Records drawn from a dataset
*** Begin section ***
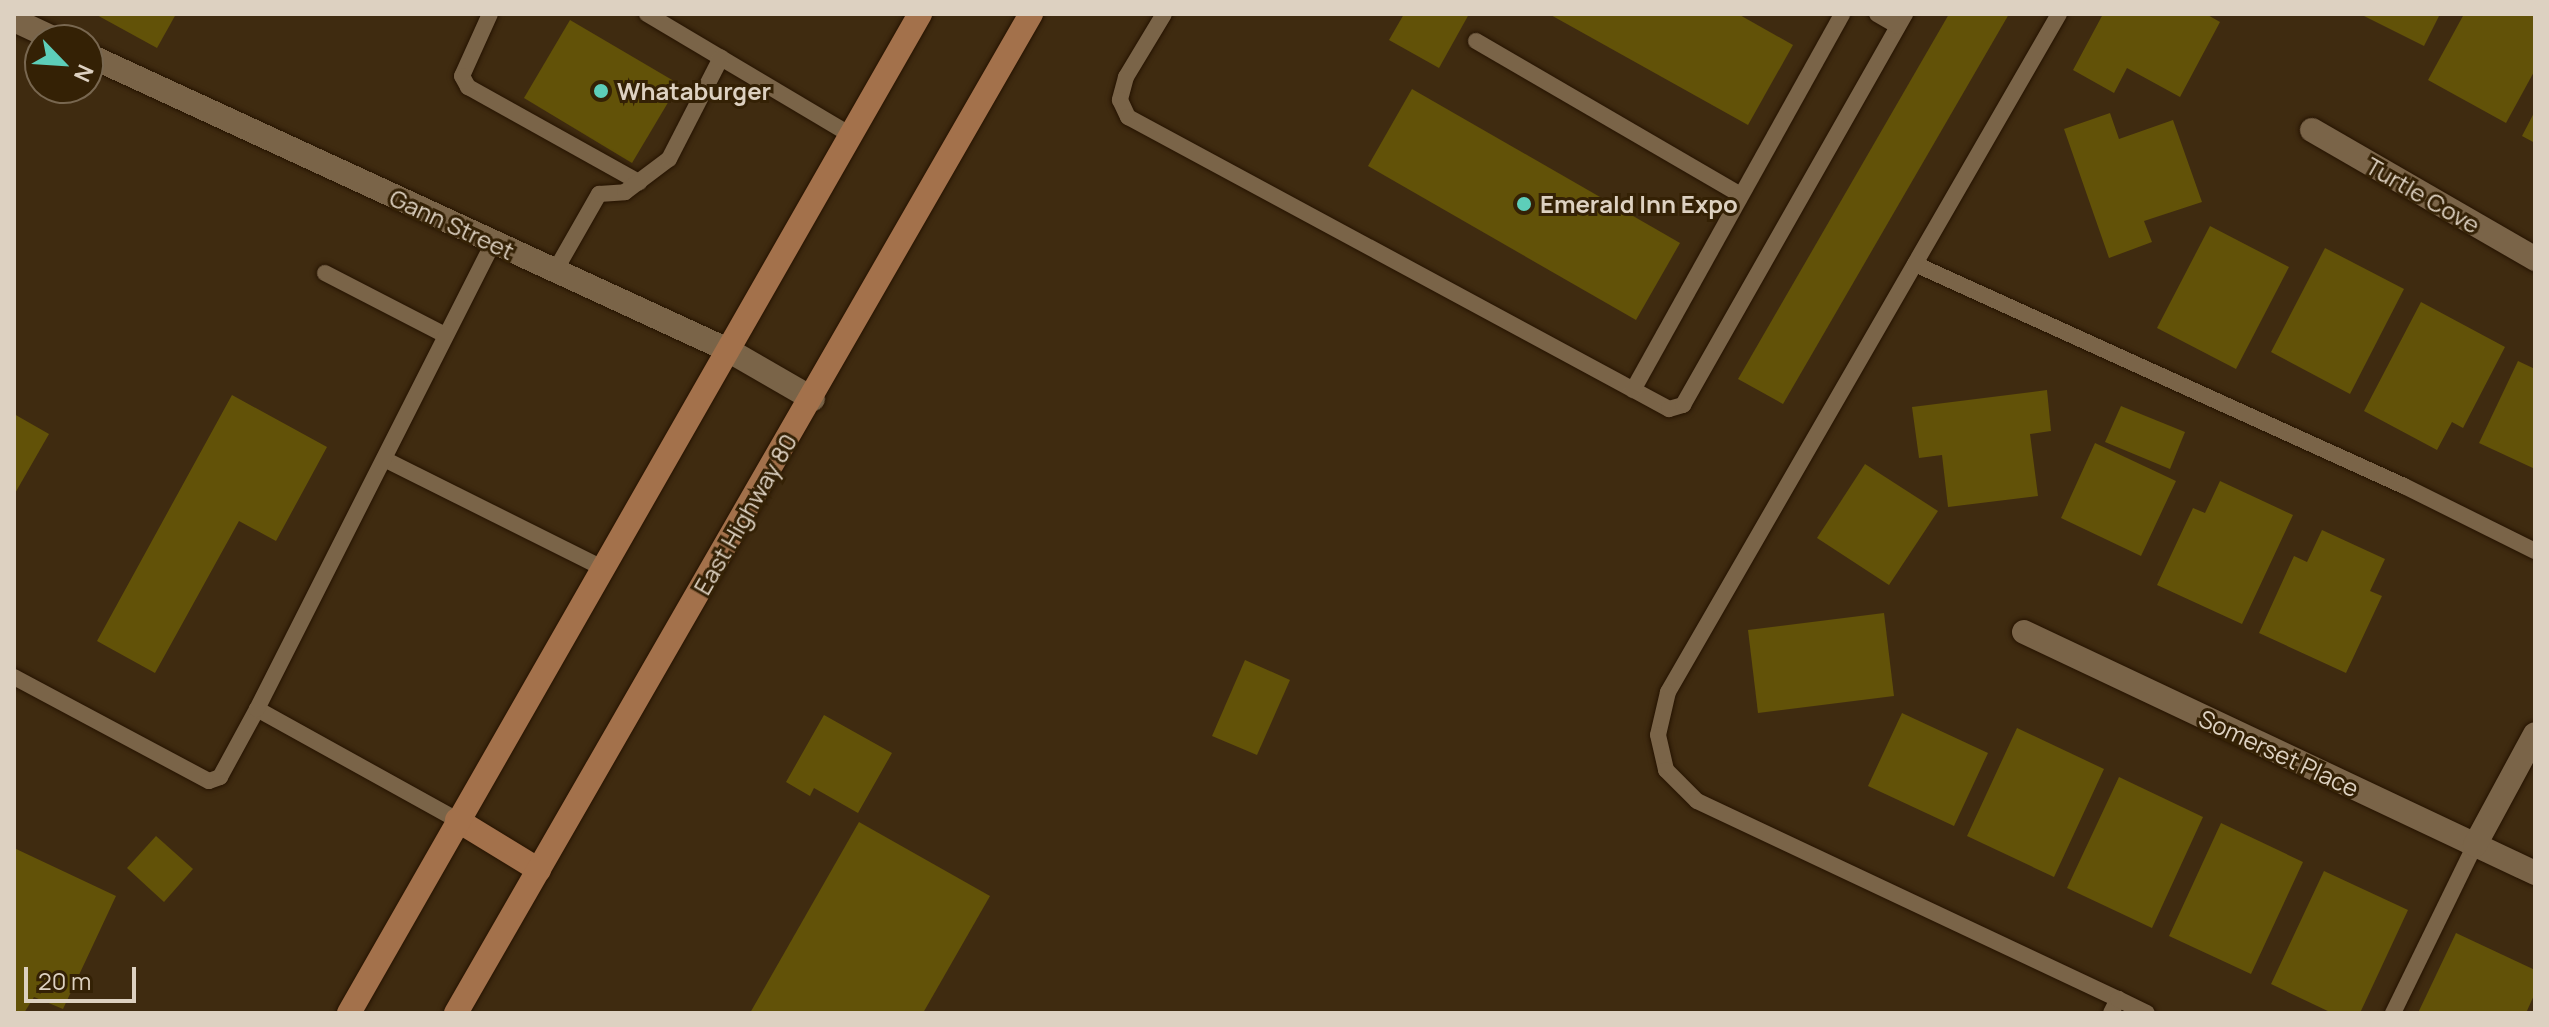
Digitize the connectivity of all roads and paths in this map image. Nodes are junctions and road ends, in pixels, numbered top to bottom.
1 (490, 14) edge
2 (647, 14) edge
3 (920, 14) edge
4 (1031, 14) edge
5 (1164, 14) edge
6 (1842, 14) edge
7 (1877, 14) edge
8 (2059, 14) edge
9 (1902, 20) edge
10 (1476, 41) dead end
11 (721, 58) junction
12 (104, 62) edge
13 (2312, 130) dead end
14 (851, 135) junction
15 (639, 182) junction
16 (1741, 195) junction
17 (493, 243) junction
18 (2535, 259) edge
19 (1915, 264) junction
20 (555, 271) junction
21 (325, 273) dead end
22 (445, 335) junction
23 (728, 350) junction
24 (1633, 390) junction
25 (813, 399) junction
26 (386, 460) junction
27 (2535, 551) edge
28 (603, 568) junction
29 (2024, 632) dead end
30 (14, 677) edge
31 (257, 709) junction
32 (2535, 734) edge
33 (457, 820) junction
34 (2475, 845) junction
35 (539, 870) junction
36 (2535, 873) edge
37 (368, 979) junction
38 (471, 987) junction
39 (2114, 1006) edge
40 (338, 1013) edge
41 (349, 1013) edge
42 (456, 1013) edge
43 (465, 1013) edge
44 (2147, 1013) edge
45 (2393, 1013) edge

1 - 15 lane
2 - 11 lane
3 - 14 main road
4 - 25 main road, East Highway 80
5 - 24 lane
6 - 16 lane
7 - 9 lane
8 - 19 lane
9 - 24 lane
10 - 16 lane
11 - 14 lane
11 - 15 lane
12 - 17 street, Gann Street
13 - 18 street, Turtle Cove
14 - 23 main road
15 - 20 lane
16 - 24 lane
17 - 20 street, Gann Street
17 - 22 lane
19 - 27 lane
19 - 39 lane
20 - 23 street, Gann Street
21 - 22 lane
22 - 26 lane
23 - 25 street, Gann Street
23 - 28 main road
25 - 35 main road, East Highway 80
26 - 28 lane
26 - 31 lane
28 - 33 main road
29 - 34 street, Somerset Place
30 - 31 lane
31 - 33 lane
32 - 34 street
33 - 35 main road
33 - 37 main road
34 - 36 street, Somerset Place
34 - 45 lane
35 - 38 main road, East Highway 80
37 - 40 main road
37 - 41 main road
38 - 42 main road, East Highway 80
38 - 43 main road
39 - 44 lane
*** End section ***
● What is being asked
Pull each line containing "street" from the records.

● Response area
12 - 17 street, Gann Street
13 - 18 street, Turtle Cove
17 - 20 street, Gann Street
20 - 23 street, Gann Street
23 - 25 street, Gann Street
29 - 34 street, Somerset Place
32 - 34 street
34 - 36 street, Somerset Place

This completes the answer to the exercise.